# WHAT IS EXPECTED
Search the records for lines that contain the word "this". Copy them all.
[AVAILABLE DATA — start]
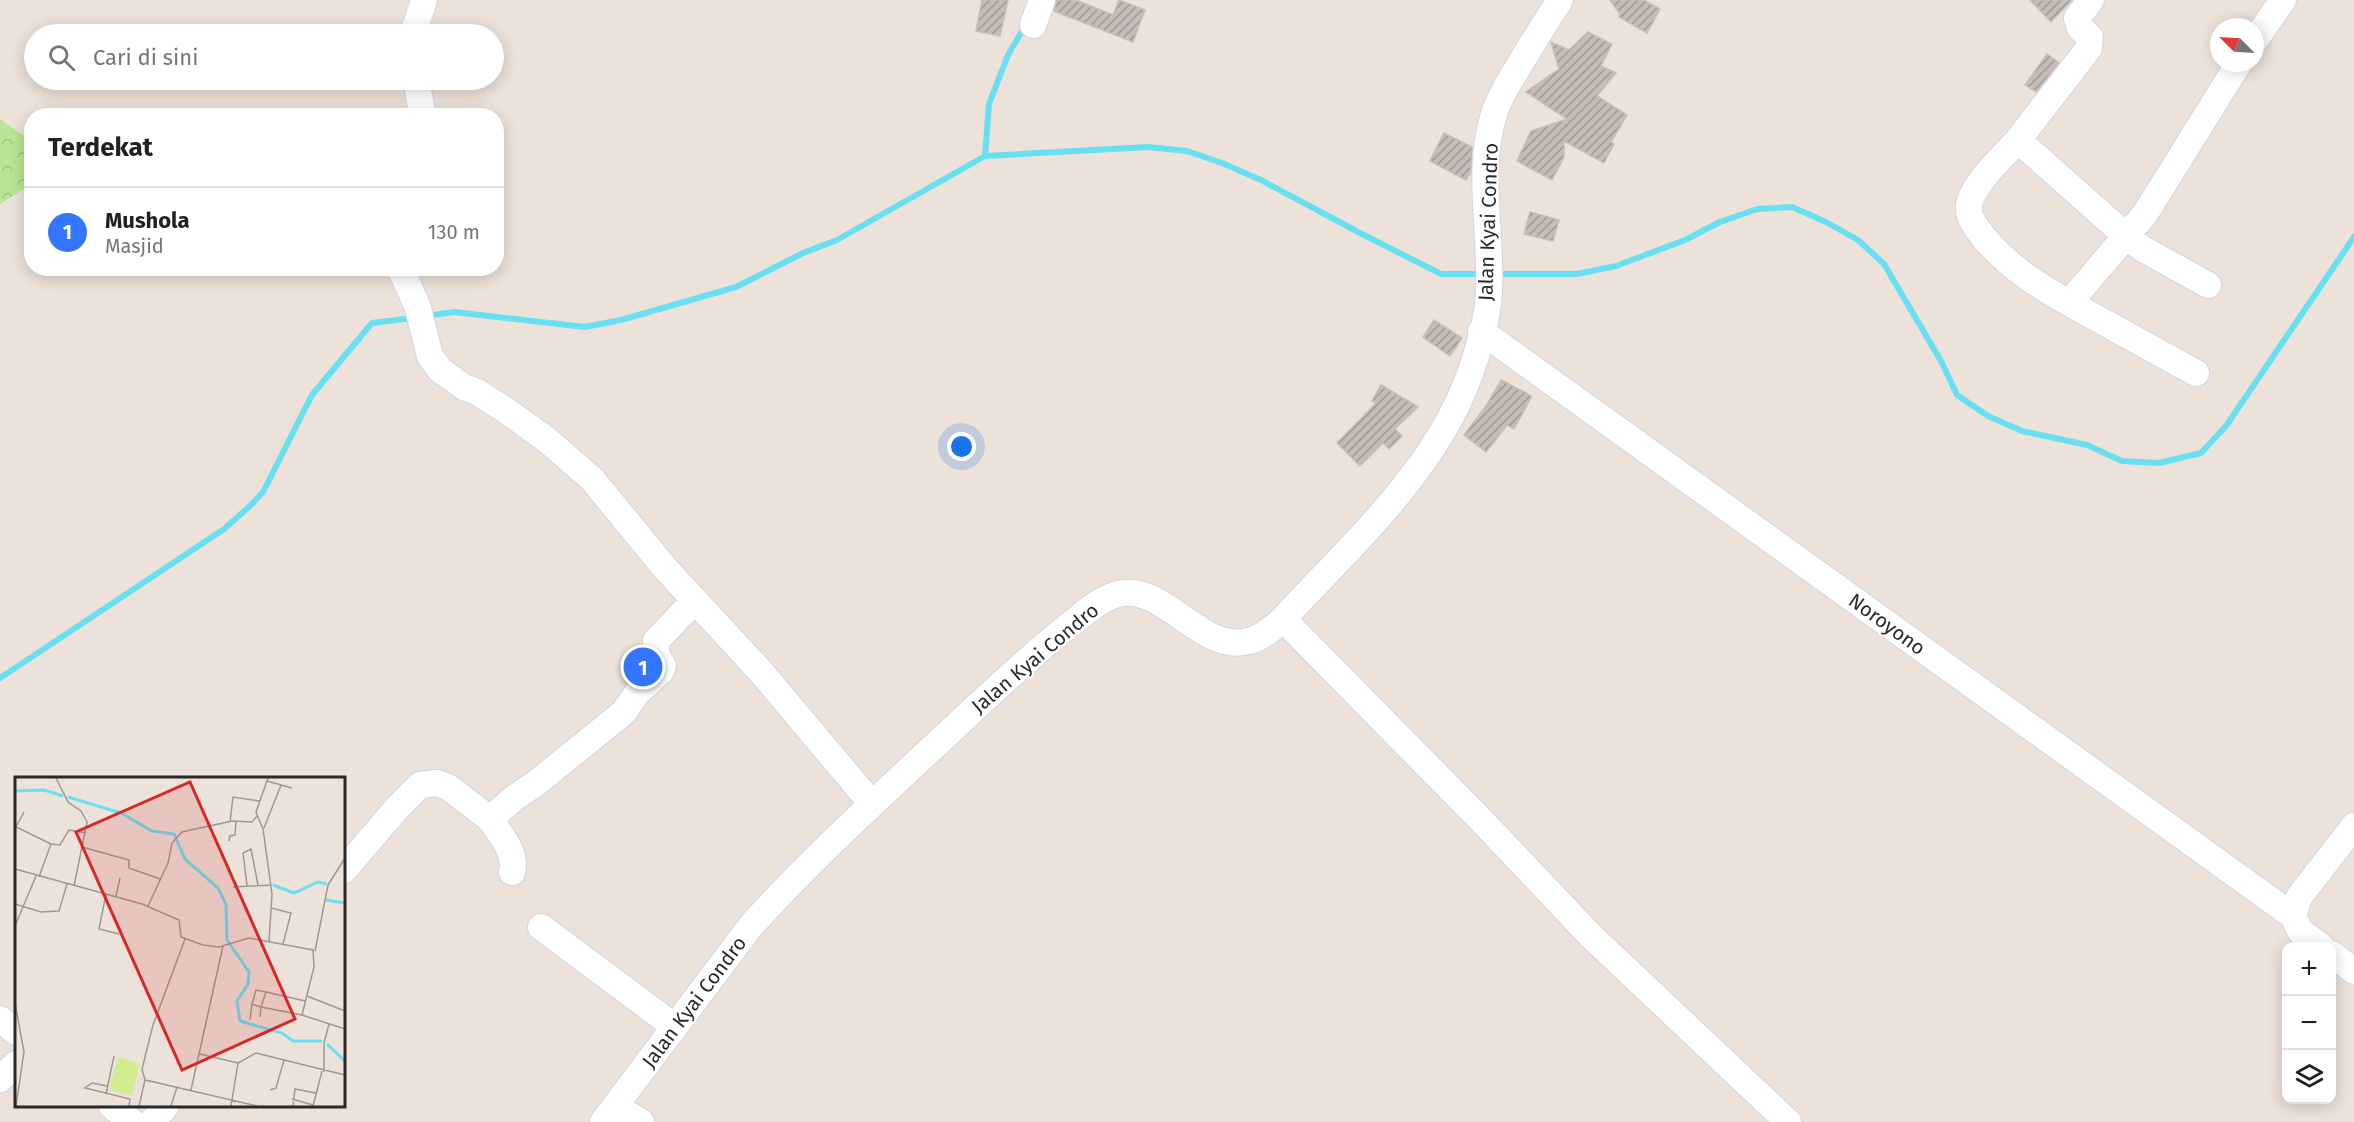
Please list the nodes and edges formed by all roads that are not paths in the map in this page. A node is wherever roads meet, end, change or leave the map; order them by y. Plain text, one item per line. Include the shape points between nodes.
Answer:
1 (424, 0) edge
2 (1042, 0) edge
3 (1560, 0) edge
4 (2091, 0) edge
5 (2283, 0) edge
6 (416, 24) edge
7 (1033, 25) dead end
8 (2264, 27) edge
9 (2233, 72) edge
10 (418, 90) edge
11 (421, 108) edge
12 (2018, 140) junction
13 (2126, 236) junction
14 (404, 276) edge
15 (2208, 285) dead end
16 (2069, 303) junction
17 (1481, 331) junction
18 (2196, 373) dead end
19 (695, 600) junction
20 (1283, 619) junction
21 (872, 804) junction
22 (490, 819) junction
23 (2354, 826) edge
24 (345, 869) edge
25 (512, 872) dead end
26 (2292, 916) junction
27 (541, 927) dead end
28 (2315, 942) edge
29 (2336, 958) edge
30 (2354, 972) edge
31 (0, 1019) edge
32 (675, 1027) junction
33 (15, 1031) edge
34 (15, 1065) edge
35 (0, 1079) edge
36 (113, 1107) edge
37 (165, 1107) edge
38 (609, 1114) edge
39 (132, 1122) edge
40 (152, 1122) edge
41 (641, 1122) edge
42 (1788, 1122) edge

1 - 6 street
2 - 7 street
3 - 17 street, Jalan Kyai Condro via 1494,114 1486,181 1489,292
4 - 12 street via 2077,18 2080,28 2090,37 2089,48
5 - 8 street
9 - 13 street via 2151,206
10 - 11 street
12 - 13 street
12 - 16 street via 1976,189 1970,215 2007,263
13 - 15 street
13 - 16 street
14 - 19 street via 417,305 430,356 440,370 507,411 592,479
16 - 18 street
17 - 20 street, Jalan Kyai Condro via 1458,405 1430,452 1402,489
17 - 26 street, Noroyono
19 - 21 street
19 - 22 street via 656,641 661,671 637,693 624,712
20 - 21 street, Jalan Kyai Condro via 1250,641 1230,642 1202,632 1141,595 1114,595 1094,606 1020,667
20 - 42 street via 1591,936
21 - 32 street, Jalan Kyai Condro via 756,920
22 - 24 street via 448,787 438,783 420,785
22 - 25 street via 512,853
23 - 26 street via 2299,897
26 - 28 street, Noroyono via 2300,931
27 - 32 street
29 - 30 street
31 - 33 street
32 - 38 street, Jalan Kyai Condro
34 - 35 street
36 - 39 street
37 - 40 street
38 - 41 street

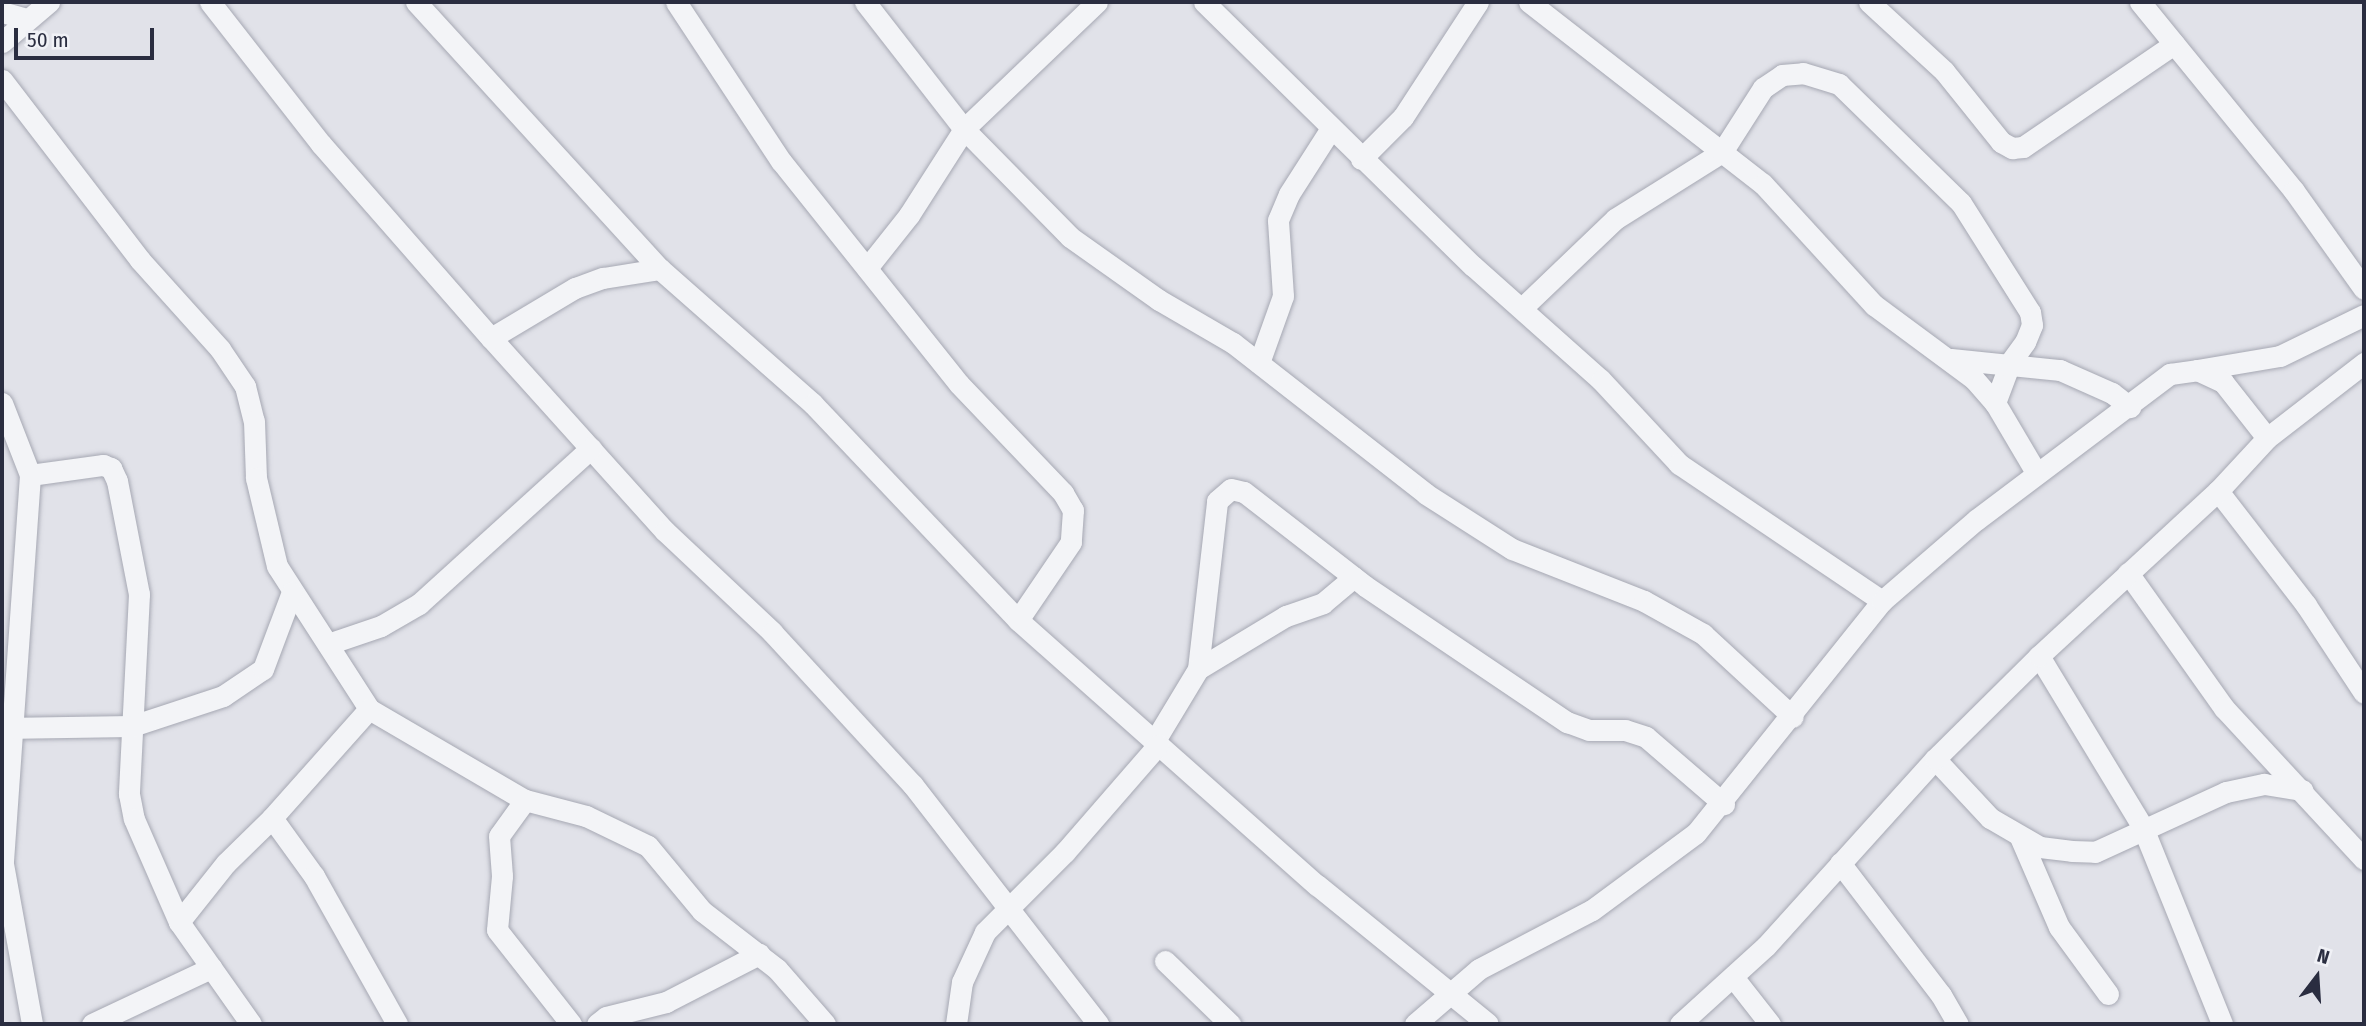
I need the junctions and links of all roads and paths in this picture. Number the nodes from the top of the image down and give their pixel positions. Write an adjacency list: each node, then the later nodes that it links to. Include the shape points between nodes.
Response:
[AVAILABLE DATA — finish]
# SOLUTION
Please list the nodes and edges formed by all roads that are not paths in the map in this page. A node is wherever roads meet, end, change or leave the map; order them by y. Plain text, one item per line. Include the shape points between nodes.
I need the junctions and links of all roads and paths in this picture. Number the nodes from the top of the image down and give their pixel positions. Write an adjacency list: each node, then the later nodes that it links to. Include the shape points between nodes.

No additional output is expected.